Susurluk’ta parçalanan otomobilden tek sağ kurtulan DYP Milletvekili Sedat Bucak’ın, Siverek’te çok büyük bir aşiretin reisi olarak, aynı zamanda devletin desteklediği bir korucubaşı olduğunu hatırlatalım. Bucak, devletin verdiği silahlar ve sağladığı büyük mali destekle PKK’ye karşı savaşan, bugünkü deyimiyle tam bir ‘savaş lordu’ydu.
KÜRT BÖLGELERİNDE ORTAYA ÇIKAN ÇETELER VE JİTEM
Değişik zamanlarda Kürt bölgelerinde ortaya çıkan Yüksekova Çetesi gibi asker ve sivil devlet görevlilerinin oluşturduğu yerel çeteler de vardı. Ayrıca, Kürt illerinde dehşet saçan ve bir cinayet şebekesi gibi çalışan JİTEM’i (Jandarma İstihbarat ve Terörle Mücadele) de unutmayalım.
Jandarma Genel Komutanlığı'nın kendi inisiyatifiyle kurulan ve terörle mücadele kapsamında faaliyet yürüttüğü söylenen bir örgüt JİTEM…
Asker üyeleri hakkında, işlenen yüzlerce hatta binlerce cinayet için birçok dava açıldığı halde bugün dahi devlet resmen bu örgütün varlığını kabullenmiş değil.
İşte bütün çetelerin ve çeteleşen devlet güçlerinin faaliyetlerinin tek bir amacı vardı, Kürt meselesini hukuk dışı, insanlık dışı yol ve yöntemleri de kullanarak çözmek…
Özellikle 90’lı yıllarda bu amaçla her yol deneniyordu. Her yol meşruydu!
Bunların başında PKK’yle savaş gerekçesiyle köylerin yakılması geliyordu.
O yıllarda güvenlik güçleri, 3 binden fazla köy ve mezrayı yakarak oralarda yaşayan bir, bir buçuk milyon kadar Kürt’ün evlerini ve topraklarını terketmesine neden oldular.

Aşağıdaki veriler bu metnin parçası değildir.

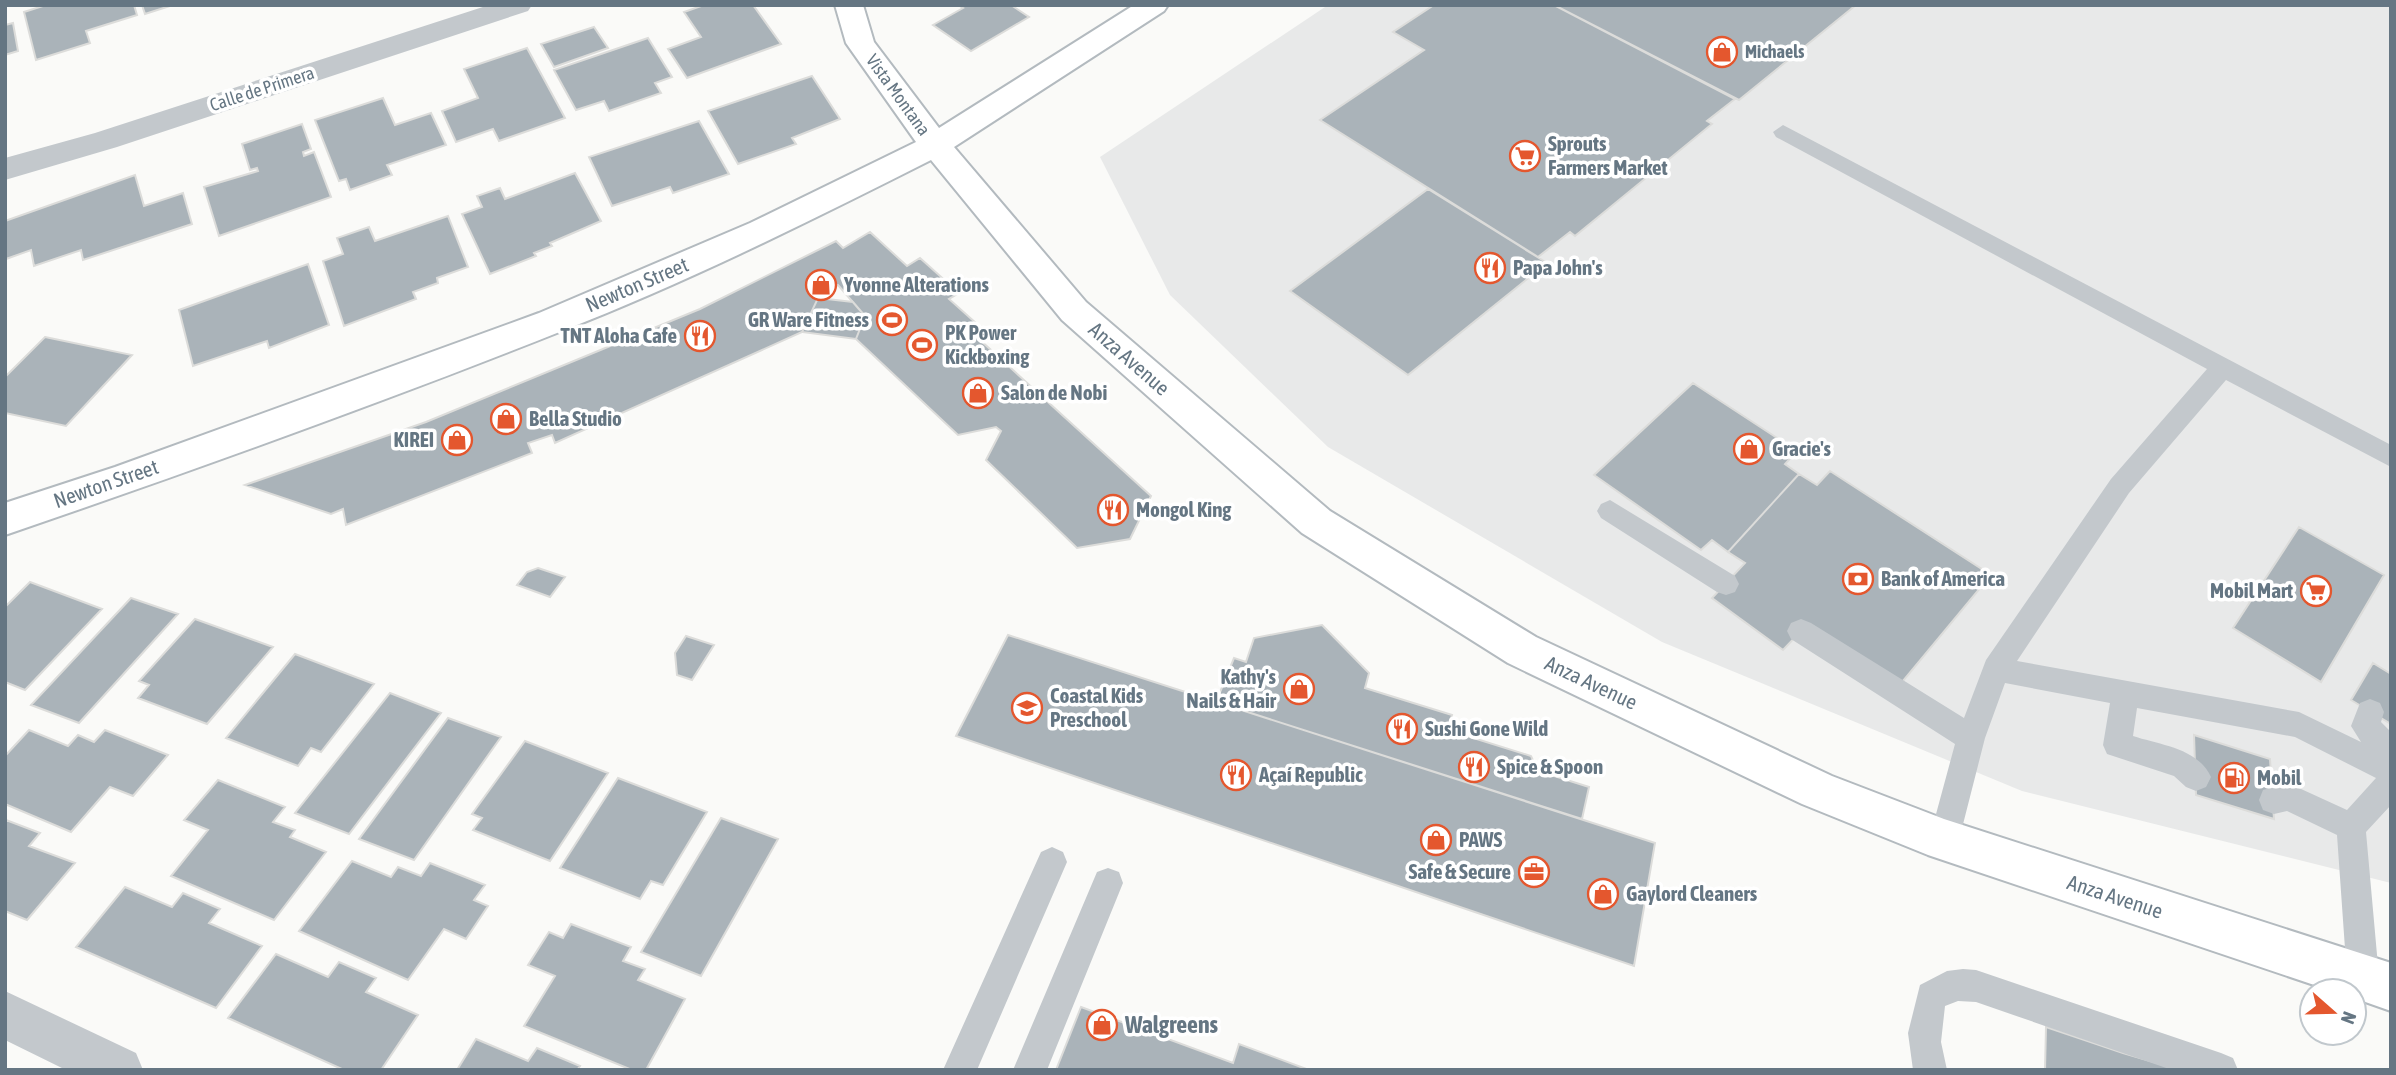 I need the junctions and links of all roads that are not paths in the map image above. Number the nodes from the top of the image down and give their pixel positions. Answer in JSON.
{"nodes":[{"id":1,"x":518,"y":5,"type":"edge"},
{"id":2,"x":849,"y":5,"type":"edge"},
{"id":3,"x":1154,"y":5,"type":"edge"},
{"id":4,"x":1783,"y":132,"type":"dead end"},
{"id":5,"x":935,"y":145,"type":"junction"},
{"id":6,"x":5,"y":169,"type":"edge"},
{"id":7,"x":2223,"y":367,"type":"junction"},
{"id":8,"x":2391,"y":457,"type":"edge"},
{"id":9,"x":1610,"y":511,"type":"dead end"},
{"id":10,"x":5,"y":519,"type":"edge"},
{"id":11,"x":1726,"y":583,"type":"dead end"},
{"id":12,"x":1801,"y":631,"type":"dead end"},
{"id":13,"x":1996,"y":668,"type":"junction"},
{"id":14,"x":2126,"y":691,"type":"junction"},
{"id":15,"x":2370,"y":712,"type":"dead end"},
{"id":16,"x":1971,"y":738,"type":"junction"},
{"id":17,"x":2391,"y":751,"type":"edge"},
{"id":18,"x":2192,"y":766,"type":"dead end"},
{"id":19,"x":2391,"y":771,"type":"edge"},
{"id":20,"x":2391,"y":783,"type":"edge"},
{"id":21,"x":2278,"y":792,"type":"dead end"},
{"id":22,"x":2351,"y":827,"type":"junction"},
{"id":23,"x":1944,"y":840,"type":"junction"},
{"id":24,"x":1052,"y":862,"type":"dead end"},
{"id":25,"x":1108,"y":883,"type":"dead end"},
{"id":26,"x":2377,"y":982,"type":"edge"},
{"id":27,"x":5,"y":1015,"type":"edge"},
{"id":28,"x":119,"y":1070,"type":"edge"},
{"id":29,"x":960,"y":1070,"type":"edge"},
{"id":30,"x":1030,"y":1070,"type":"edge"},
{"id":31,"x":1930,"y":1070,"type":"edge"},
{"id":32,"x":2221,"y":1070,"type":"edge"}],
"edges":[{"from":1,"to":6,"type":"street","name":"Calle de Primera"},
{"from":2,"to":5,"type":"street","name":"Vista Montana"},
{"from":3,"to":5,"type":"street","name":"Newton Street"},
{"from":4,"to":7,"type":"lane"},
{"from":5,"to":10,"type":"street","name":"Newton Street"},
{"from":5,"to":23,"type":"street","name":"Anza Avenue"},
{"from":7,"to":8,"type":"lane"},
{"from":7,"to":13,"type":"lane"},
{"from":9,"to":11,"type":"lane"},
{"from":12,"to":16,"type":"lane"},
{"from":13,"to":14,"type":"lane"},
{"from":13,"to":16,"type":"lane"},
{"from":14,"to":18,"type":"lane"},
{"from":14,"to":19,"type":"lane"},
{"from":15,"to":17,"type":"lane"},
{"from":16,"to":23,"type":"lane"},
{"from":20,"to":22,"type":"lane"},
{"from":21,"to":22,"type":"lane"},
{"from":22,"to":26,"type":"lane"},
{"from":23,"to":26,"type":"street","name":"Anza Avenue"},
{"from":24,"to":29,"type":"lane"},
{"from":25,"to":30,"type":"lane"},
{"from":27,"to":28,"type":"street"},
{"from":31,"to":32,"type":"lane"}]}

Göç etmek zorunda kalan Kürtlere devletin en ufak bir yardımı dahi olmadı. Kürtler zoraki göçmen olarak yurdun dört bir yanına, hatta yurt dışına dağılarak kendi başlarına yaşam mücadelesine devam etmek zorunda kaldılar.
Bugünün genç kuşaklarına bunu anlatmak hayli zor. "Ne demek köy yakmak?" diye soracaklardır kuşkusuz.
Geçtiğimiz günlerde bu soruya cevap olacak çok önemli bir gelişme yaşandı.
Yargıtay 1. Ceza Dairesi, 2 Ekim 1993'te bir köy yakma olayında aynı aileden 9 kişinin yanarak öldüğü, Vartinis (Altınova) katliamının sorumlusunun Yüzbaşı Bülent Karaoğlu olduğuna karar verdi.
Daire, mahkemenin Karaoğlu hakkında verdiği beraat kararını, "Köyün yakılması emrini Yüzbaşı Karaoğlu vermiştir" diyerek bozdu. Davanın sanıkları arasında yer alan rütbeli 3 asker hakkındaki beraat kararı ise onandı.
28 yıl sonra alınan bu karar üzerine yeniden yargılama yapılacak. Ancak dava, 3 Ekim 2023’e kadar kesin karara bağlanmazsa zamanaşımı nedeniyle düşecek.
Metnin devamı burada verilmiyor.